Held in association with Bee’ah, one of the region’s leading integrated environmental and waste management organisations, Green Middle East 2011 which is under the patronage of H.H. Sheikh Dr. Sultan Bin Mohammed Al Qassimi, Member of the Supreme Council and Ruler of Sharjah, provides a platform from which to explore groundbreaking technologies and products, and discuss best practices to successfully manage waste in a cost-effective and environmental friendly manner.
International strategy advisor, Nigel Mattravers, Director, Government of Infrastructure Advisory, Grant Thornton UK, delivered an insightful presentation detailing the critical path necessary to achieving sound legislative practices. “It is difficult for anybody to move forward without [a combination of] legislation and modern methods for treating waste. If there’s an absence of legislation, then the cheapest option will always prevail – and that usually means waste being dumped in a hole in the ground,” he said in his opening address.

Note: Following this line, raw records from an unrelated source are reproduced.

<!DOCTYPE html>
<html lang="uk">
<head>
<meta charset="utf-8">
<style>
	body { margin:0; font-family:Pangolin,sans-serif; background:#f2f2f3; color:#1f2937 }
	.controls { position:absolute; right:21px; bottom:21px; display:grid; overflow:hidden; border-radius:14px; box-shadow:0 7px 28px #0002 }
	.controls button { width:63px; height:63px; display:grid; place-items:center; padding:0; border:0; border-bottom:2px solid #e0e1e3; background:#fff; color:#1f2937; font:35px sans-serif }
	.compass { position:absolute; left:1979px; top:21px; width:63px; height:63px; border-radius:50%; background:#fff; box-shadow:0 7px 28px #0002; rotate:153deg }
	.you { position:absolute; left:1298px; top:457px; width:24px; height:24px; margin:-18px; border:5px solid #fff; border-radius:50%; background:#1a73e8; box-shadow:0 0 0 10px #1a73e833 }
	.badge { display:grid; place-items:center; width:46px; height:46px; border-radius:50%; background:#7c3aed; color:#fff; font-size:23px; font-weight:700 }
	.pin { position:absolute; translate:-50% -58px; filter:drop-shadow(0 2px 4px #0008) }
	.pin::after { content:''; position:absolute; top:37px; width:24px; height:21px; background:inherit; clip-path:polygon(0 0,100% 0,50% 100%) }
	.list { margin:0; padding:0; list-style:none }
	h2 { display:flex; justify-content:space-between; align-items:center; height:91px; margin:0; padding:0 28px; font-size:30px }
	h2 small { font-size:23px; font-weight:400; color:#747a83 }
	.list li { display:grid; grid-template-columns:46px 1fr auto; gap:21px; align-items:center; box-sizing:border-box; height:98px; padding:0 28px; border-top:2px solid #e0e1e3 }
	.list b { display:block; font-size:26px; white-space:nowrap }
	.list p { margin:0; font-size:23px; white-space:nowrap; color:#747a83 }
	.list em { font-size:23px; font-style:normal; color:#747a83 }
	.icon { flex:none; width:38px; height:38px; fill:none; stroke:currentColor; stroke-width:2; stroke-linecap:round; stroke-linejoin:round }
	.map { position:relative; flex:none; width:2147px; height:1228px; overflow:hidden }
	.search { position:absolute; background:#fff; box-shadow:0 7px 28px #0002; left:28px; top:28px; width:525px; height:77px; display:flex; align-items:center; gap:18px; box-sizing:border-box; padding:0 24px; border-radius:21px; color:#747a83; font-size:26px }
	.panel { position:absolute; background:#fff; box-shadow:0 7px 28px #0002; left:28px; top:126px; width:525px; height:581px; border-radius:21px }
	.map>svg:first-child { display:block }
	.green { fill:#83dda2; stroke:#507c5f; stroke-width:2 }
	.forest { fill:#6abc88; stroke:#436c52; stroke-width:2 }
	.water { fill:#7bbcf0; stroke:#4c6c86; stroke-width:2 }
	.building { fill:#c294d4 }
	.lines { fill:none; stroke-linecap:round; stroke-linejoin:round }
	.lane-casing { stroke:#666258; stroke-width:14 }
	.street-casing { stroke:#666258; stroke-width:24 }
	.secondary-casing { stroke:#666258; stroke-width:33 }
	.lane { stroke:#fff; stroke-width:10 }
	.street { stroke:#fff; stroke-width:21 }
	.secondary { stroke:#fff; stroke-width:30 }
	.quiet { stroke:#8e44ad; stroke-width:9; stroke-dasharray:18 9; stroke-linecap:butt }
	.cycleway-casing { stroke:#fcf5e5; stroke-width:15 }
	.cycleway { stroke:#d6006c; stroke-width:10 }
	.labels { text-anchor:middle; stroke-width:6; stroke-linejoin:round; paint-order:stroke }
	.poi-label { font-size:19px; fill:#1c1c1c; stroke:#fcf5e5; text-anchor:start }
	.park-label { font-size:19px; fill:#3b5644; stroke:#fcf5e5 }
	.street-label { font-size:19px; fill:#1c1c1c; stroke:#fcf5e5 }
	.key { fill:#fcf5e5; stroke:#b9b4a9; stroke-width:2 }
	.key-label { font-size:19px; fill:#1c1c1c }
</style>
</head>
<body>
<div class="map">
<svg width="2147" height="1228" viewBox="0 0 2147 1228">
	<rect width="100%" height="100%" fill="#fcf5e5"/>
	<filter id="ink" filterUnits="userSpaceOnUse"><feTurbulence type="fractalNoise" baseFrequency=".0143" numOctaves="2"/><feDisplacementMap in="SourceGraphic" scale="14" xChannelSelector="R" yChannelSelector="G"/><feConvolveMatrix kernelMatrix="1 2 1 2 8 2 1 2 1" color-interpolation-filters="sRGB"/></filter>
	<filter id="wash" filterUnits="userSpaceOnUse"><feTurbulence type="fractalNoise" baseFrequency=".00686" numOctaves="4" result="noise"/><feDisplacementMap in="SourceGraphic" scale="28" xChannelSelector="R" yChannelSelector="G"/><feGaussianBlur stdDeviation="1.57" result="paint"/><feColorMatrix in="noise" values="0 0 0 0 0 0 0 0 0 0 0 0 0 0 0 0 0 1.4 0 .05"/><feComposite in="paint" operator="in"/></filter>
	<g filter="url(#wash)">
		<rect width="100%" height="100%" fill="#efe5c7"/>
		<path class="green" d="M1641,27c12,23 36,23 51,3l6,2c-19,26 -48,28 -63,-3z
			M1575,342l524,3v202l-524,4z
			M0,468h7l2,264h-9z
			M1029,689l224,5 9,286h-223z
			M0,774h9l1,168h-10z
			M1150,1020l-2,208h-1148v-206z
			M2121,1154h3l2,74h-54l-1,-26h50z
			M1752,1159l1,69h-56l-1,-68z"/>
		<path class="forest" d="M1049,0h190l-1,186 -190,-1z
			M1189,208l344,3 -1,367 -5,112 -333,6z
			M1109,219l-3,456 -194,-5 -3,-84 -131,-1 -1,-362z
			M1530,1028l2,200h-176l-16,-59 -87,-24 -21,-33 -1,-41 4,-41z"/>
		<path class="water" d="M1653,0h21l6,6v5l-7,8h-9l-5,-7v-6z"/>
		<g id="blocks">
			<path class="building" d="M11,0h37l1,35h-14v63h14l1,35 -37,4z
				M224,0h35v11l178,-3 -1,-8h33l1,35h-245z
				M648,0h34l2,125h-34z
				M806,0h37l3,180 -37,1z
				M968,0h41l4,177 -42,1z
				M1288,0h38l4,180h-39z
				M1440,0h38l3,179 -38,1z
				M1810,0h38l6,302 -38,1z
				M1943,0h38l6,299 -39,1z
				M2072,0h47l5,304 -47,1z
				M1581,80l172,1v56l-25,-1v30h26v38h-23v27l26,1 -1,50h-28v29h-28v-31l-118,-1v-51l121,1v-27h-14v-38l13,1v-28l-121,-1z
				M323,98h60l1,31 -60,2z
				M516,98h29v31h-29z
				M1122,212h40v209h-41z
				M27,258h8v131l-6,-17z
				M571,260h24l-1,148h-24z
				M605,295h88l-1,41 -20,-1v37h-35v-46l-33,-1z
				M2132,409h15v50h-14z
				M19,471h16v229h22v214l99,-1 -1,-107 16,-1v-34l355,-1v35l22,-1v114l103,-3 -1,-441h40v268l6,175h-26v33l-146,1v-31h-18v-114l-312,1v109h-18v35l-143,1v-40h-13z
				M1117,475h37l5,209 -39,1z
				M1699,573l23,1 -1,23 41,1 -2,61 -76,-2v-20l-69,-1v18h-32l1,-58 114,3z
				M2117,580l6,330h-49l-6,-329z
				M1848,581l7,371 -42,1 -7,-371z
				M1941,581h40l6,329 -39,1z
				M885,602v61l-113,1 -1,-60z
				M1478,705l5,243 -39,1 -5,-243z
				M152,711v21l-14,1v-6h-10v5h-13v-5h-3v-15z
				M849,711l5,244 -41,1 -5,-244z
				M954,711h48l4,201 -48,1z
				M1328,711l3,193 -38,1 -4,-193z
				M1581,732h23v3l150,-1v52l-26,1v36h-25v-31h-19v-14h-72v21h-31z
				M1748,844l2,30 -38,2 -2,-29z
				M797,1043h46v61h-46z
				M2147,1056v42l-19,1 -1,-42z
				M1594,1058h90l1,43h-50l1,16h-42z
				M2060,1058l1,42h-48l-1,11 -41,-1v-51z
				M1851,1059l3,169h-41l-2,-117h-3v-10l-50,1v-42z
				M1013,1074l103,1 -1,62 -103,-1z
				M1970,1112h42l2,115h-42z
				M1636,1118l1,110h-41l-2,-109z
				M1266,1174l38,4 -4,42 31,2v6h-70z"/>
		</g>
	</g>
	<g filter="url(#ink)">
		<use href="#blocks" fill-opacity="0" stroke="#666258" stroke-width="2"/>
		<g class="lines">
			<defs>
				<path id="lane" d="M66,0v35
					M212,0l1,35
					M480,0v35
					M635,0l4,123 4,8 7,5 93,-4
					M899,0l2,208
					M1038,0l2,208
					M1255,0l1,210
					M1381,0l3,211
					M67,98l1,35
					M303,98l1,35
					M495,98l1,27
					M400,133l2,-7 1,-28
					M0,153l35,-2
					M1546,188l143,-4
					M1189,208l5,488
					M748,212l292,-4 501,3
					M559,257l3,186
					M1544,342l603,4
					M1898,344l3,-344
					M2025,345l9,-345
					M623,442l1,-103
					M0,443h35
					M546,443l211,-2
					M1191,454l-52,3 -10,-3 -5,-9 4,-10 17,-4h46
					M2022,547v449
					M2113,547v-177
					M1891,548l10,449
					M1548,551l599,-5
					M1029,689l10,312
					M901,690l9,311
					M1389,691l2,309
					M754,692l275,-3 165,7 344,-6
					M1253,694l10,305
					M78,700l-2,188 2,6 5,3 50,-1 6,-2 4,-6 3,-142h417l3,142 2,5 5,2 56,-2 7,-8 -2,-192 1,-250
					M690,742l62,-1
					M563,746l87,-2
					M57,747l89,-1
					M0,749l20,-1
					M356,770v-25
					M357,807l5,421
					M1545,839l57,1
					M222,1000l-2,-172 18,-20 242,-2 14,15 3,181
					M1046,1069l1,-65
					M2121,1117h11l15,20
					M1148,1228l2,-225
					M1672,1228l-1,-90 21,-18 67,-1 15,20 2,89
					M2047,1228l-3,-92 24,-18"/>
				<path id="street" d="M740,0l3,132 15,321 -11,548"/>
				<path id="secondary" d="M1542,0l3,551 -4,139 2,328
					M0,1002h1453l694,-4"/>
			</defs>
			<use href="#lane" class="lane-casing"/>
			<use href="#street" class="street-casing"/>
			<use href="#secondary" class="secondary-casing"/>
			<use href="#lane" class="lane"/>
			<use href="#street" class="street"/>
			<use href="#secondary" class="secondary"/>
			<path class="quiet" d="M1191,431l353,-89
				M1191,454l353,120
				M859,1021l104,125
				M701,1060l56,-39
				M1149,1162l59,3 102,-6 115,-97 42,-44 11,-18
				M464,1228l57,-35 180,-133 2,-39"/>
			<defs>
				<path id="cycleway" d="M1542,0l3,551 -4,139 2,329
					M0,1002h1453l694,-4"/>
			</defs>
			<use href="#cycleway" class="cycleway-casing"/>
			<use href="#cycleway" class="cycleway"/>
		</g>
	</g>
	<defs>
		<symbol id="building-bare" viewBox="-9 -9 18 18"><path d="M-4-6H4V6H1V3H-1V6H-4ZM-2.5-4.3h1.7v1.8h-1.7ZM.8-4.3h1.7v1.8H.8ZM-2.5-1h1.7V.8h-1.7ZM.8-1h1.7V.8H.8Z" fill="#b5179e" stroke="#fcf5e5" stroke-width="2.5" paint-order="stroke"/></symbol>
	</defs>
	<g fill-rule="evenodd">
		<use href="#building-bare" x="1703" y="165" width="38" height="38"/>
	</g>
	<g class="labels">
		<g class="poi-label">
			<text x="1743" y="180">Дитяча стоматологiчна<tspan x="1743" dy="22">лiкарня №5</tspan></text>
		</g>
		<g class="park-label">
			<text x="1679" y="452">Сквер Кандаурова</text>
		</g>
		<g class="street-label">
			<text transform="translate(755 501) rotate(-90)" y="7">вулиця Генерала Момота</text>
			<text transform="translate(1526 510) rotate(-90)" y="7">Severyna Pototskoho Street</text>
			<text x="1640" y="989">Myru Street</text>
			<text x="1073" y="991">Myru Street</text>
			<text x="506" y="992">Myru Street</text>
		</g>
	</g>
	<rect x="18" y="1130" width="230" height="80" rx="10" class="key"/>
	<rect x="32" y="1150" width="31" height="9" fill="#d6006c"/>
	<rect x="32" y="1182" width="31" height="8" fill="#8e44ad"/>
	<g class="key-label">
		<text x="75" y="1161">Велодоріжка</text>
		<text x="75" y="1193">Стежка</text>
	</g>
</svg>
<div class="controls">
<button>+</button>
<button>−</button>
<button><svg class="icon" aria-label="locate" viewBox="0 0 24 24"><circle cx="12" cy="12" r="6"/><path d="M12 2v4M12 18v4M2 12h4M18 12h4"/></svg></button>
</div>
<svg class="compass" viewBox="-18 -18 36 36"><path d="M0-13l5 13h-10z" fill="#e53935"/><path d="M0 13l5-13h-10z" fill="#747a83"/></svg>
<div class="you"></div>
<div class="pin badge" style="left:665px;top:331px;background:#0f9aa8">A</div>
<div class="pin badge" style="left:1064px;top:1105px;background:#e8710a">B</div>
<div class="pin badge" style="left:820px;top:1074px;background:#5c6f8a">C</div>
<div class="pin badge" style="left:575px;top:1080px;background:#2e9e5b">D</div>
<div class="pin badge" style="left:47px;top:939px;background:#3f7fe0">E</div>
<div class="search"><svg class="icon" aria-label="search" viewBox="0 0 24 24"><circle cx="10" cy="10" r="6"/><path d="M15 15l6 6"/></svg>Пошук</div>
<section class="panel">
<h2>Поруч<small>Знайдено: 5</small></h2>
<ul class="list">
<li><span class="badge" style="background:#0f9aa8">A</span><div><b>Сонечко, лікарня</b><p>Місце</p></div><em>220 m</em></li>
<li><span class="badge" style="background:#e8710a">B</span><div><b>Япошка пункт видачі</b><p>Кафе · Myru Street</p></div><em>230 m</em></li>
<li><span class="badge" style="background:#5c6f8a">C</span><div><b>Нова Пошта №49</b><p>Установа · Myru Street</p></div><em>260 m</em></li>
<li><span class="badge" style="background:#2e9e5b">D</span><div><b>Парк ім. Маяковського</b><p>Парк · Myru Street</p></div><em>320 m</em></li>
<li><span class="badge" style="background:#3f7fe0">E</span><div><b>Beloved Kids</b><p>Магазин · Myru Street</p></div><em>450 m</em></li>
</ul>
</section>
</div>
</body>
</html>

“The Romans had legislation for the cleaning of their streets, and yet it wasn’t until 1972 that the UK introduced properly regulated waste management practices, with the real revolution in legislation coming from Europe, where uncontrolled landfilling began to have a huge environmental impact in the 1970s and ‘80s,” he remarked.
Mattravers also argued that, for this region, the successful implementation of wide-ranging policies is reliant not only on the actions of individual countries or states, but a combined regional framework. “[Governments] need to be on the same level playing field, and I would suggest an overarching framework for the region for where we are going with waste. This would also present opportunities to influence companies in terms of packaging regulations,” he remarked.
By making it expensive to dump waste, Mattravers believes that companies and individuals will begin to look at alternative solutions that can also yield significant economic benefits.
“Clear forward planning across all aspects of legislation is crucial, particularly the partnerships and agreements between central government, local government and municipalities; as well as ensuring transparency and addressing public trust issues,” he said.
An effective framework also needs to crucially address the thorny issue of financing, from the outset. “All the things we are talking about are expensive, so who ultimately pays – is it the householders, government, the private sector? And secondly, with whom do ownership responsibilities lie?” he commented.
In a region where waste management is still in its relative infancy, the potential of incentivisation is another avenue to be explored according to Mattravers, with successful buy-in from end users through to big waste operators seen in other international markets. However, he cautioned against the issuing of frequent regulatory changes as a potential deterrent for private sector investment. “There must be consistent legislation throughout the life of a project, as many projects have a lifespan of up to 20 or more years; so any changes to the rulings could render an investment worthless,” he concluded.